*** Data for the task Section Begins ***

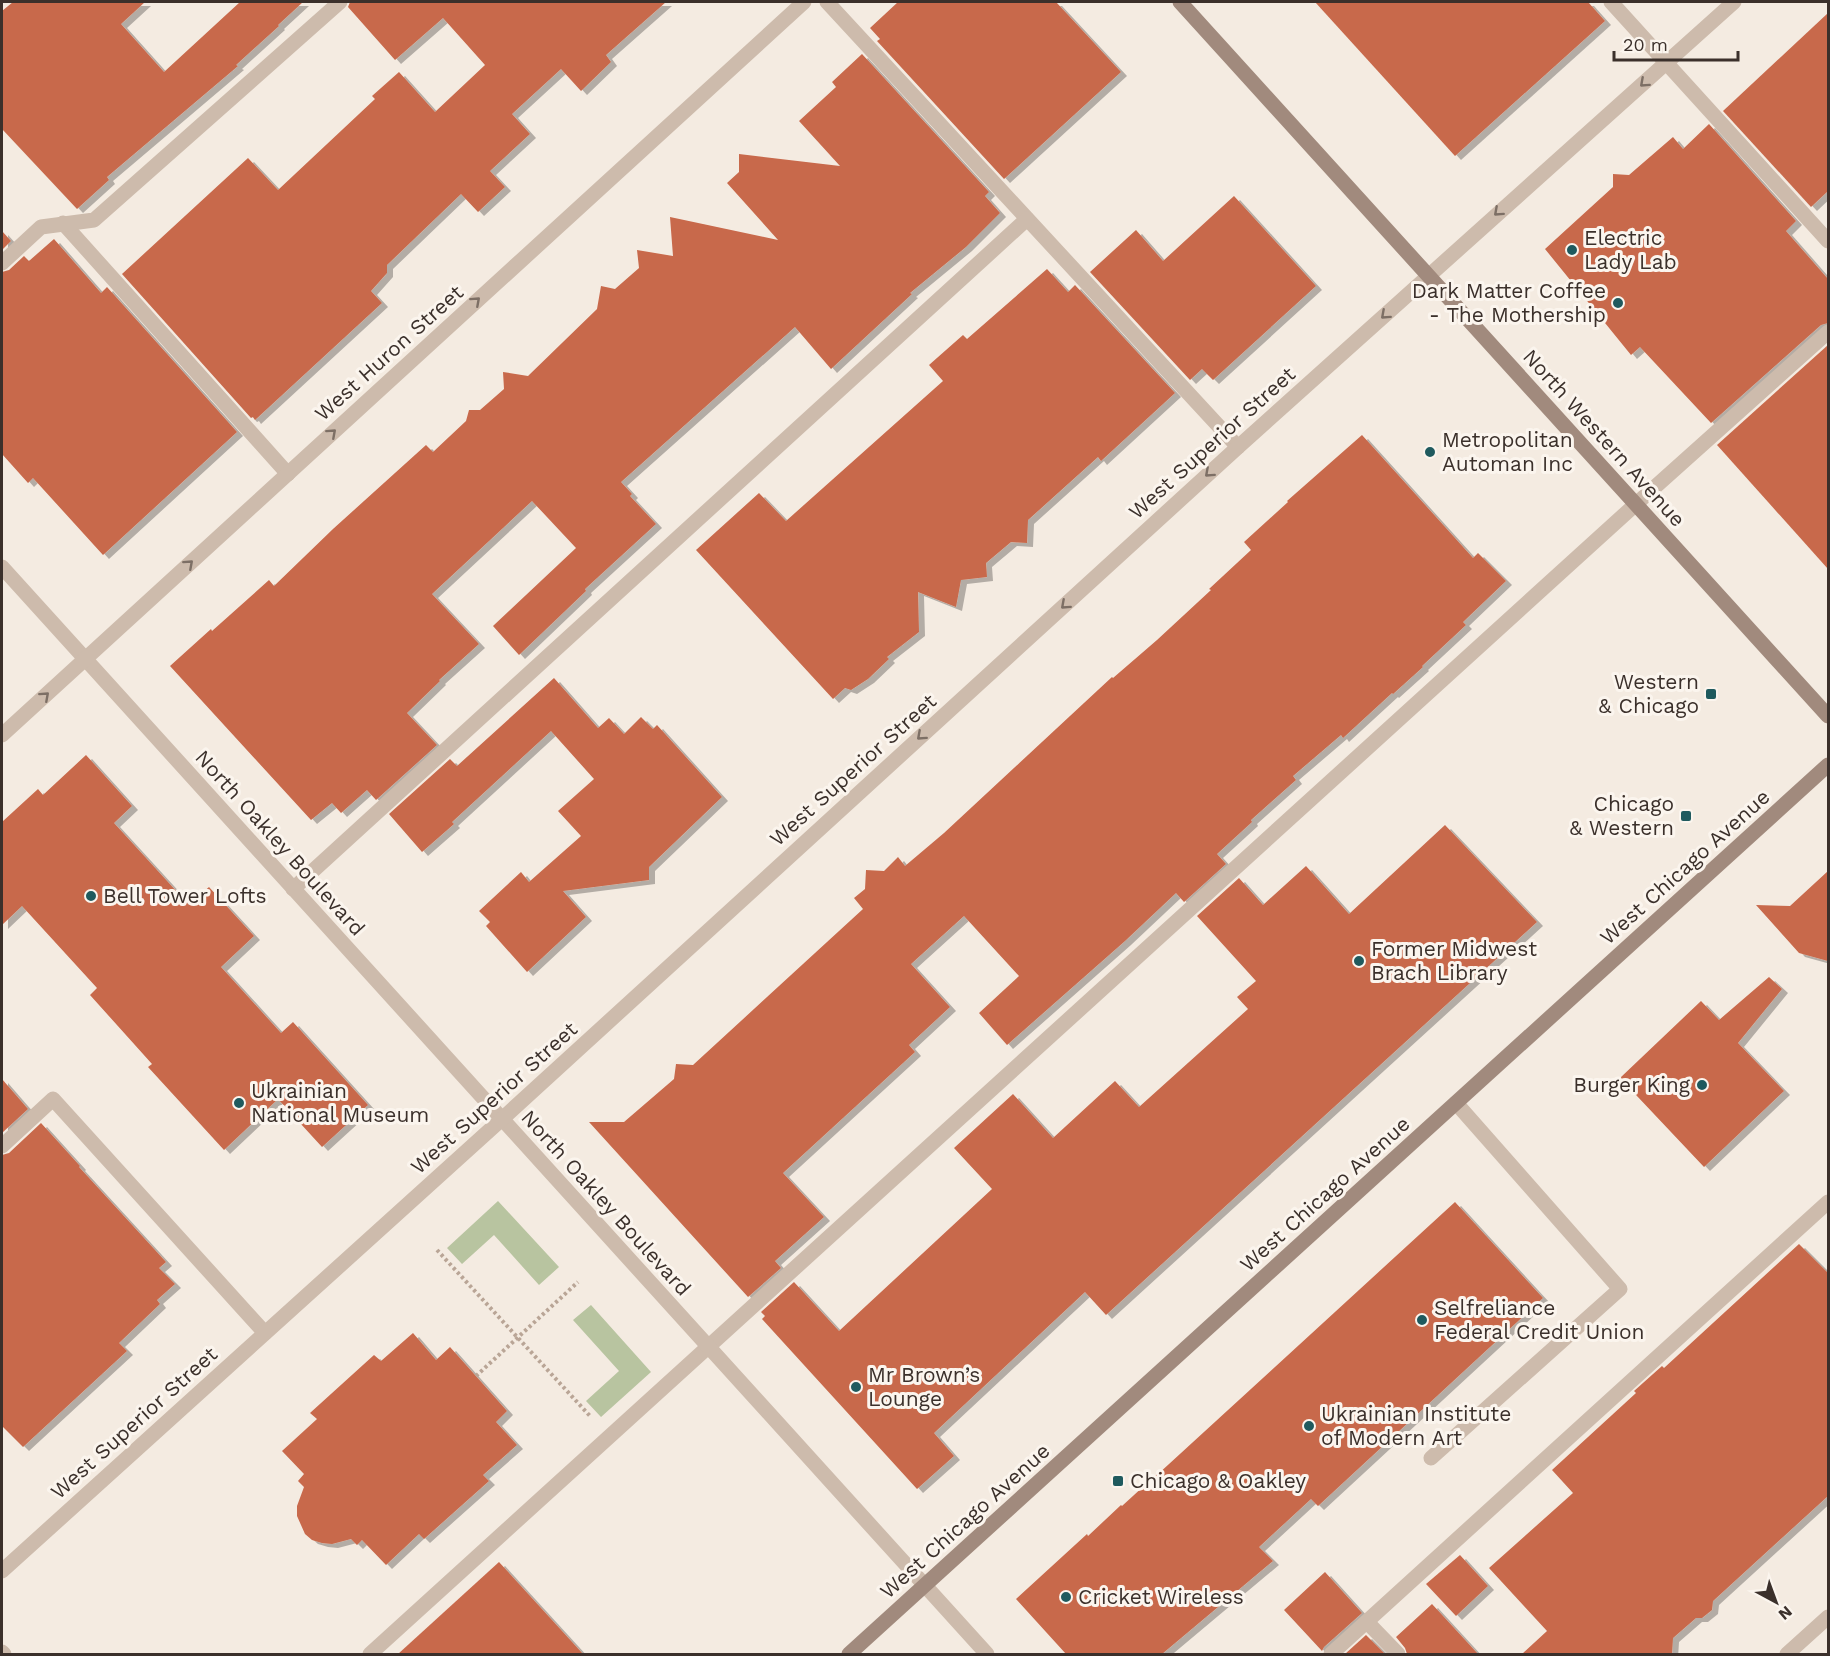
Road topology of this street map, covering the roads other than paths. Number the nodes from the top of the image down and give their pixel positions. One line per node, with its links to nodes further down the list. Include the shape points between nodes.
1 (340, 2): 9 (street, via 94,220)
2 (804, 2): 15 (street, West Huron Street, one-way to 2)
3 (827, 2): 8 (street)
4 (1180, 2): 12 (main road, North Western Avenue)
5 (1611, 2): 7 (street)
6 (1734, 2): 7 (street, West Superior Street)
7 (1666, 63): 10 (street); 12 (street, West Superior Street, one-way to 12)
8 (1027, 219): 14 (street); 22 (street)
9 (63, 223): 11 (street, via 41,226); 15 (street)
10 (1828, 241)
11 (2, 263)
12 (1429, 276): 14 (street, West Superior Street, one-way to 14); 16 (main road, North Western Avenue)
13 (1828, 332): 16 (street)
14 (1238, 447): 24 (street, West Superior Street, one-way to 24)
15 (288, 474): 18 (street, West Huron Street, one-way to 15)
16 (1636, 504): 19 (main road, North Western Avenue); 28 (street)
17 (2, 567): 18 (street, North Oakley Boulevard)
18 (85, 659): 20 (street, West Huron Street, one-way to 18); 22 (street, North Oakley Boulevard)
19 (1828, 716)
20 (2, 735)
21 (1828, 765): 23 (main road, West Chicago Avenue)
22 (293, 889): 24 (street, North Oakley Boulevard)
23 (1456, 1103): 29 (street, via 1620,1289); 31 (main road, West Chicago Avenue)
24 (502, 1119): 27 (street, West Superior Street); 28 (street, North Oakley Boulevard)
25 (2, 1146): 27 (street, via 53,1100)
26 (1828, 1202): 33 (street)
27 (265, 1333): 30 (street, West Superior Street)
28 (708, 1347): 31 (street, North Oakley Boulevard); 34 (street)
29 (1431, 1458)
30 (2, 1571)
31 (925, 1586): 35 (main road, West Chicago Avenue); 36 (street, North Oakley Boulevard)
32 (1828, 1617): 39 (street)
33 (1367, 1622): 37 (street); 38 (street)
34 (370, 1654)
35 (849, 1654)
36 (987, 1654)
37 (1331, 1654)
38 (1398, 1654)
39 (1787, 1654)

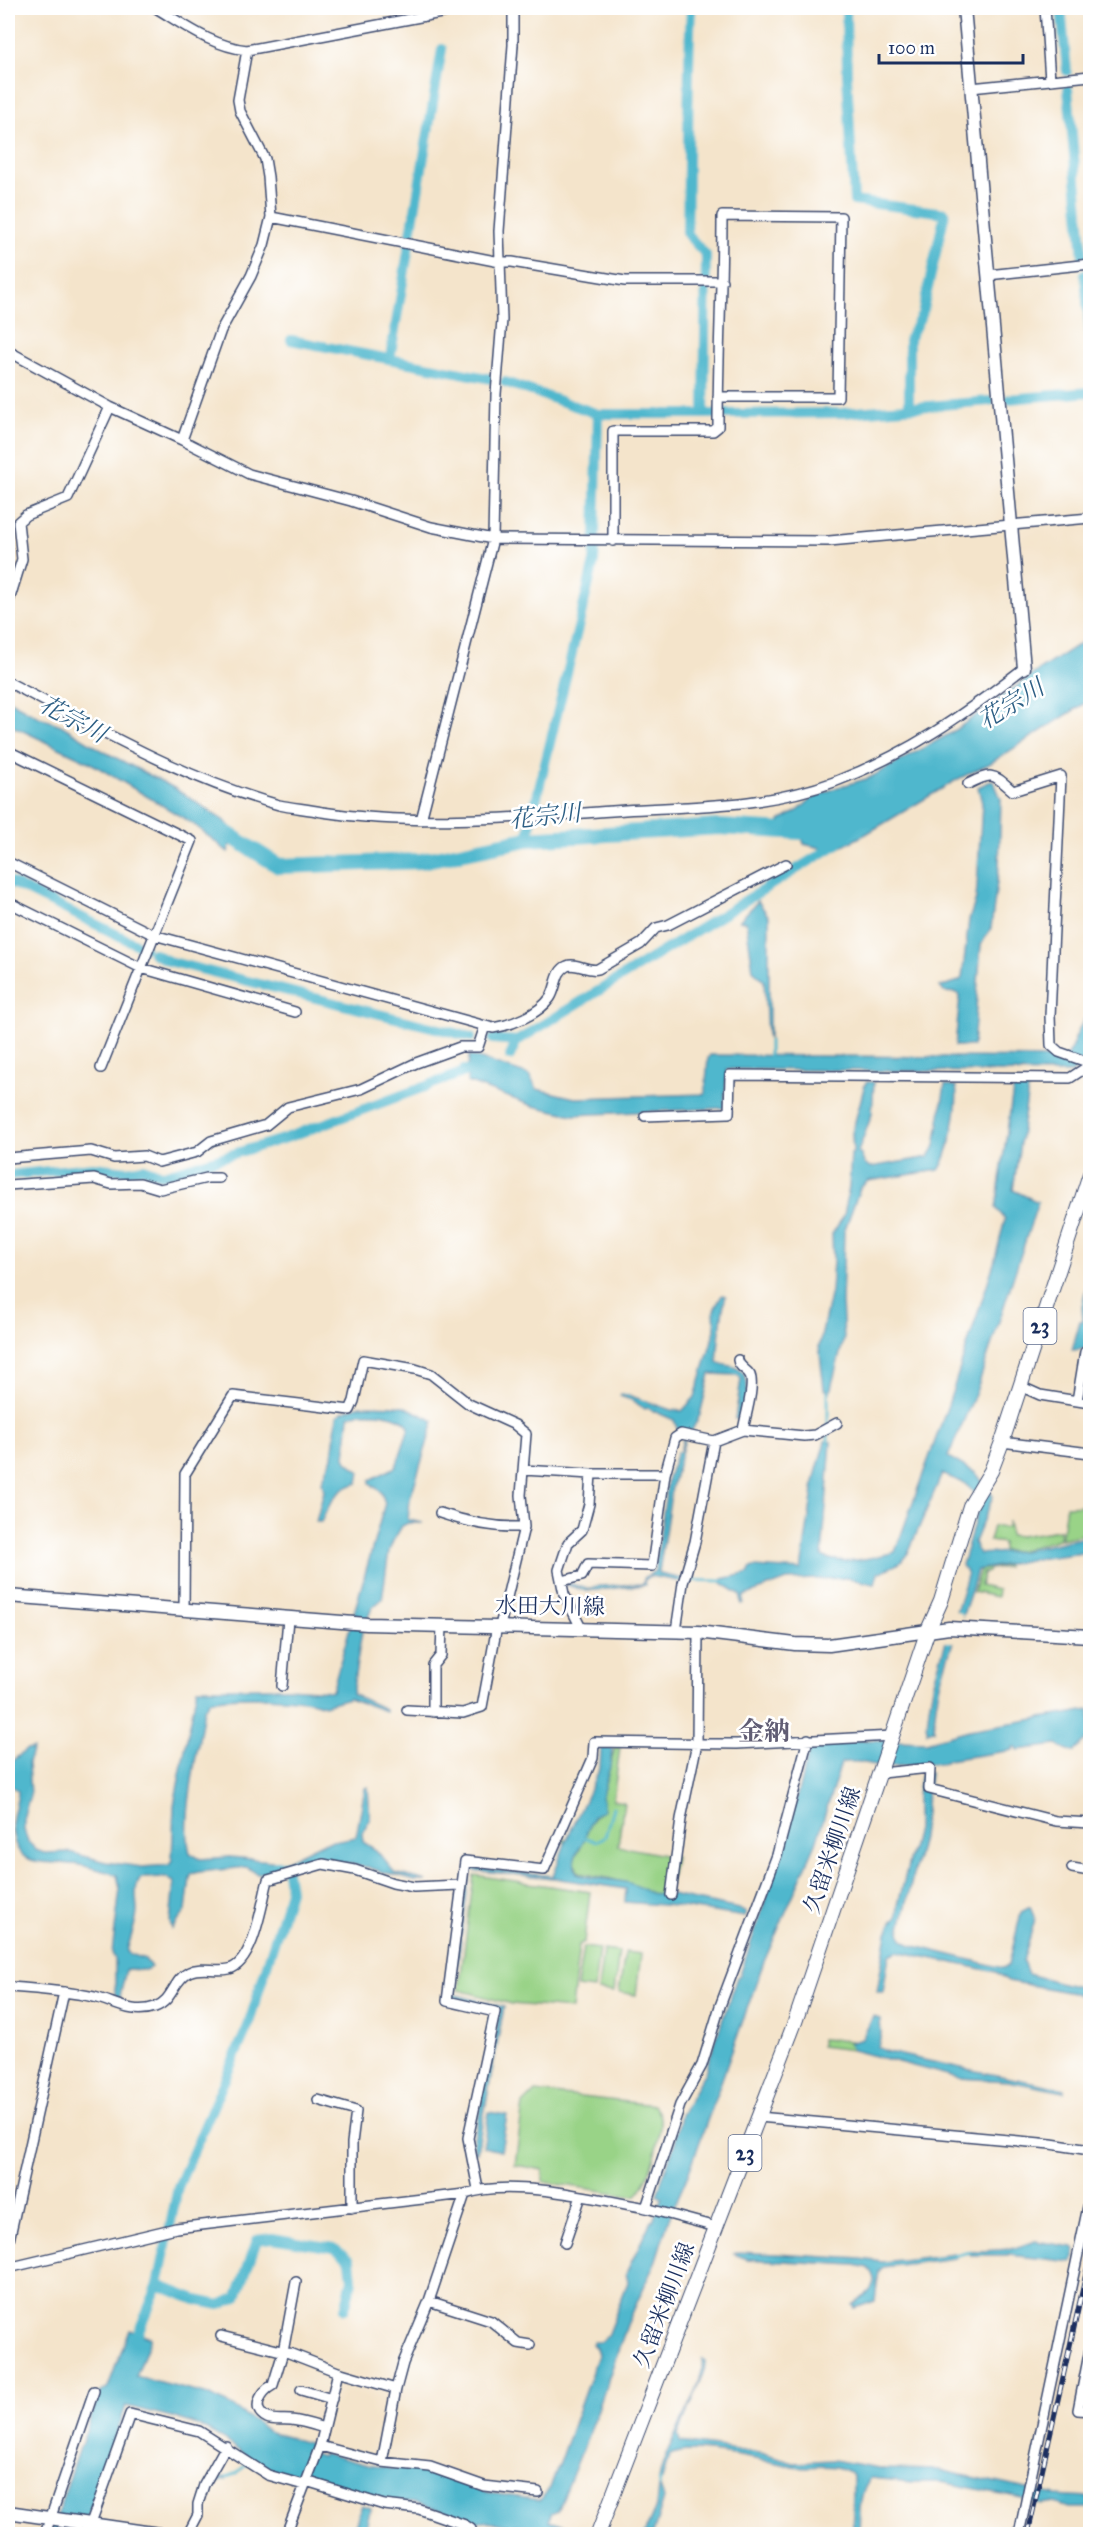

*** Data for the task Section Ends ***

_Problem requirements_. Which lines of the records above contain the word "Chicago"? Report each one.

_Reply to the exercise_.
21 (1828, 765): 23 (main road, West Chicago Avenue)
23 (1456, 1103): 29 (street, via 1620,1289); 31 (main road, West Chicago Avenue)
31 (925, 1586): 35 (main road, West Chicago Avenue); 36 (street, North Oakley Boulevard)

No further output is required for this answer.